» **Work to be completed**: Once the pictures are set aside, reproduce all of the records exactly.

Items from a dataset:

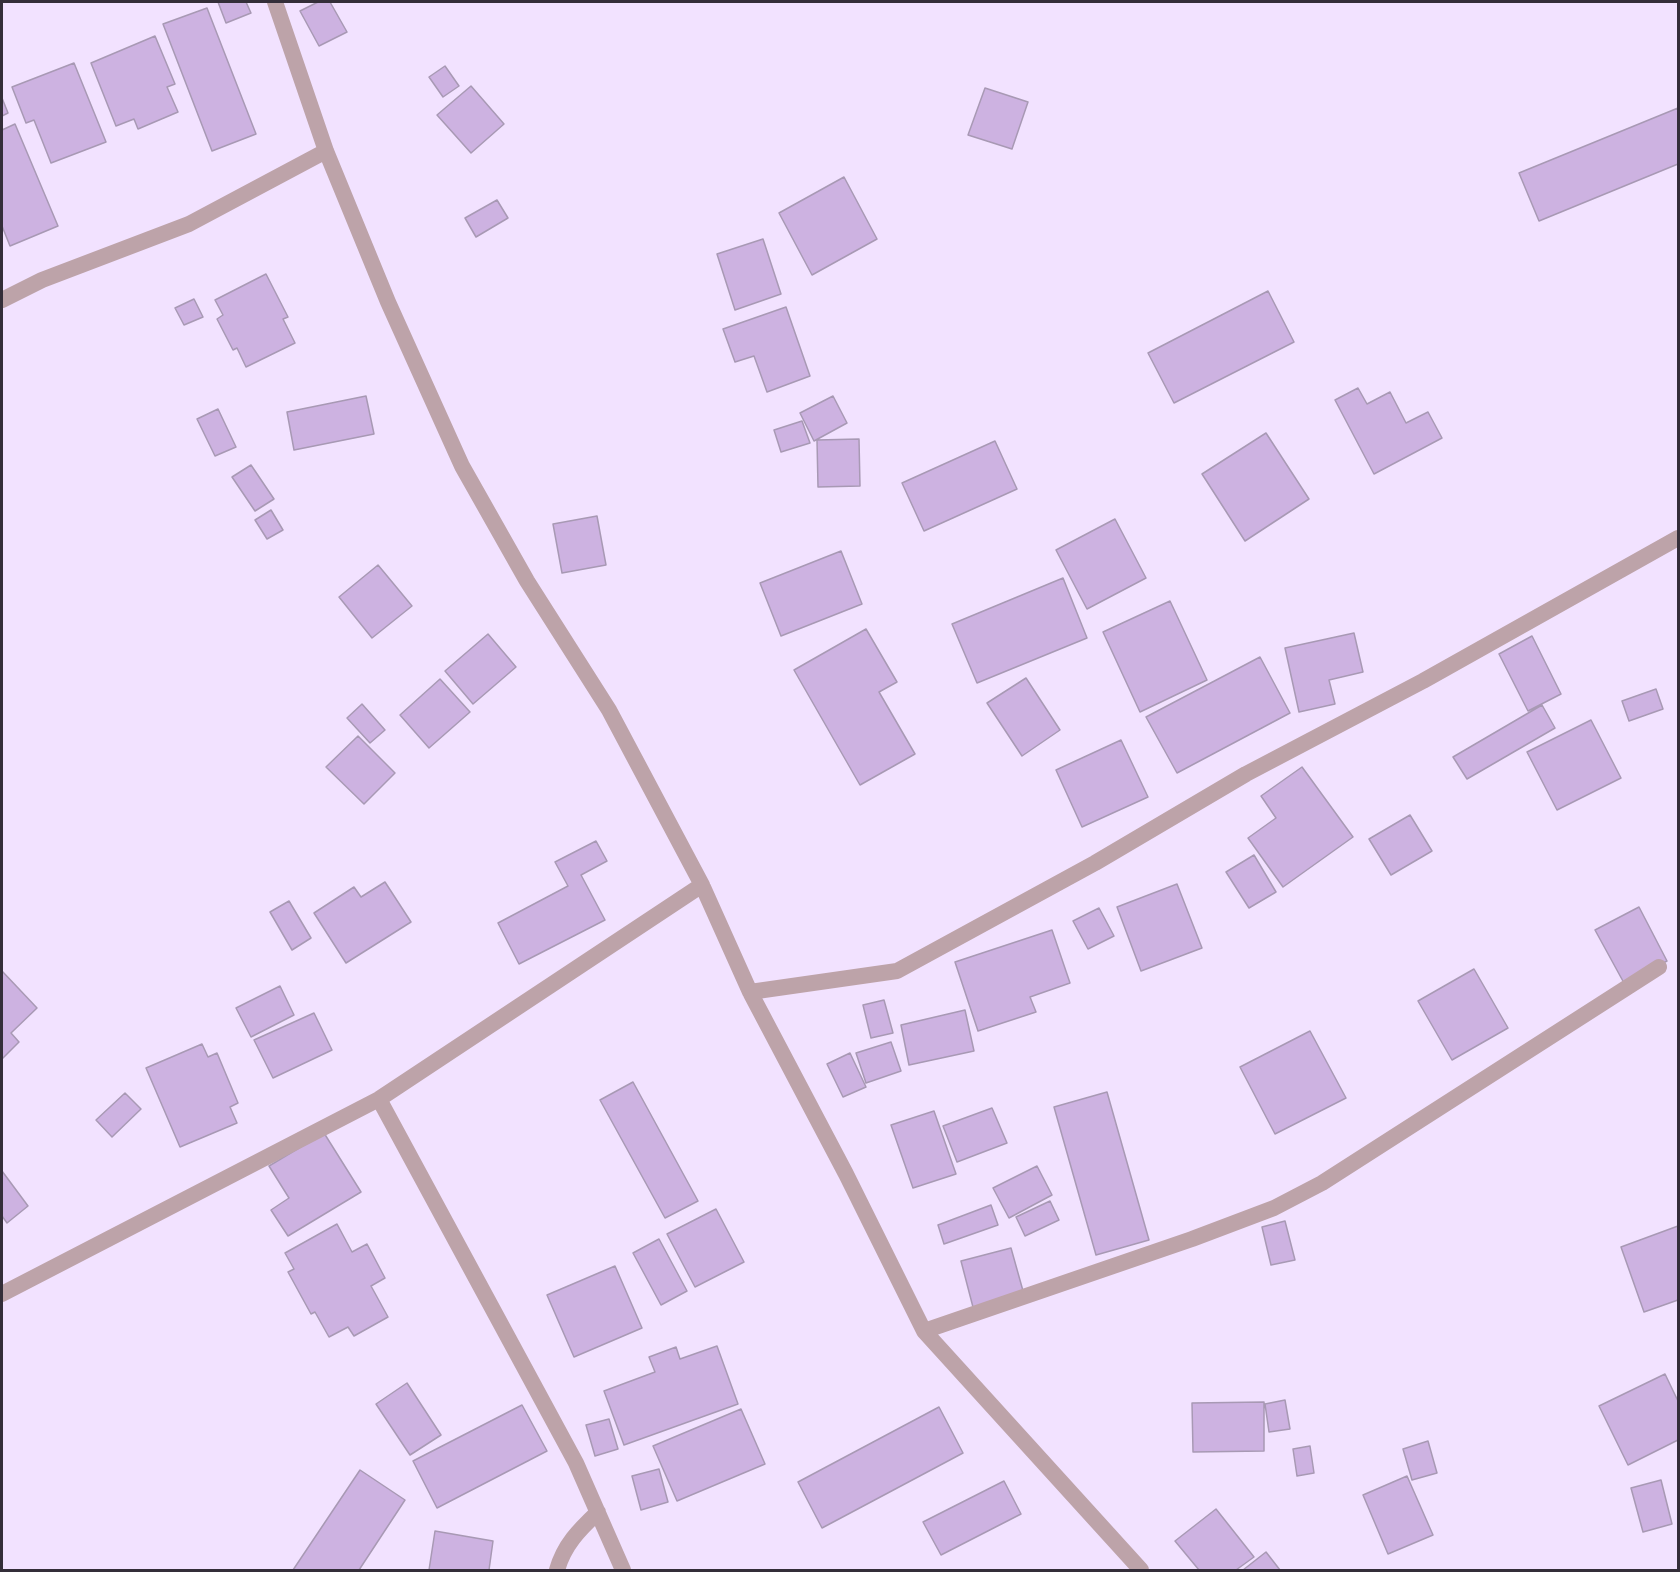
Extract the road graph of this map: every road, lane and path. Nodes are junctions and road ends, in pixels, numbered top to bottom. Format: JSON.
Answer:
{"nodes":[{"id":1,"x":275,"y":2,"type":"edge"},
{"id":2,"x":326,"y":151,"type":"junction"},
{"id":3,"x":2,"y":300,"type":"edge"},
{"id":4,"x":1678,"y":538,"type":"edge"},
{"id":5,"x":702,"y":885,"type":"junction"},
{"id":6,"x":1659,"y":967,"type":"dead end"},
{"id":7,"x":750,"y":992,"type":"junction"},
{"id":8,"x":379,"y":1099,"type":"junction"},
{"id":9,"x":2,"y":1294,"type":"edge"},
{"id":10,"x":924,"y":1331,"type":"junction"},
{"id":11,"x":598,"y":1512,"type":"junction"},
{"id":12,"x":557,"y":1570,"type":"edge"},
{"id":13,"x":624,"y":1570,"type":"edge"},
{"id":14,"x":1141,"y":1570,"type":"edge"}],
"edges":[{"from":1,"to":2,"type":"street"},
{"from":2,"to":3,"type":"street"},
{"from":2,"to":5,"type":"street"},
{"from":4,"to":7,"type":"street"},
{"from":5,"to":7,"type":"street"},
{"from":5,"to":8,"type":"street"},
{"from":6,"to":10,"type":"street"},
{"from":7,"to":10,"type":"street"},
{"from":8,"to":9,"type":"street"},
{"from":8,"to":11,"type":"street"},
{"from":10,"to":14,"type":"street"},
{"from":11,"to":12,"type":"street"},
{"from":11,"to":13,"type":"street"}]}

» **Result of the task**:
Extract the road graph of this map: every road, lane and path. Nodes are junctions and road ends, in pixels, numbered top to bottom. Format: JSON.
Answer:
{"nodes":[{"id":1,"x":275,"y":2,"type":"edge"},
{"id":2,"x":326,"y":151,"type":"junction"},
{"id":3,"x":2,"y":300,"type":"edge"},
{"id":4,"x":1678,"y":538,"type":"edge"},
{"id":5,"x":702,"y":885,"type":"junction"},
{"id":6,"x":1659,"y":967,"type":"dead end"},
{"id":7,"x":750,"y":992,"type":"junction"},
{"id":8,"x":379,"y":1099,"type":"junction"},
{"id":9,"x":2,"y":1294,"type":"edge"},
{"id":10,"x":924,"y":1331,"type":"junction"},
{"id":11,"x":598,"y":1512,"type":"junction"},
{"id":12,"x":557,"y":1570,"type":"edge"},
{"id":13,"x":624,"y":1570,"type":"edge"},
{"id":14,"x":1141,"y":1570,"type":"edge"}],
"edges":[{"from":1,"to":2,"type":"street"},
{"from":2,"to":3,"type":"street"},
{"from":2,"to":5,"type":"street"},
{"from":4,"to":7,"type":"street"},
{"from":5,"to":7,"type":"street"},
{"from":5,"to":8,"type":"street"},
{"from":6,"to":10,"type":"street"},
{"from":7,"to":10,"type":"street"},
{"from":8,"to":9,"type":"street"},
{"from":8,"to":11,"type":"street"},
{"from":10,"to":14,"type":"street"},
{"from":11,"to":12,"type":"street"},
{"from":11,"to":13,"type":"street"}]}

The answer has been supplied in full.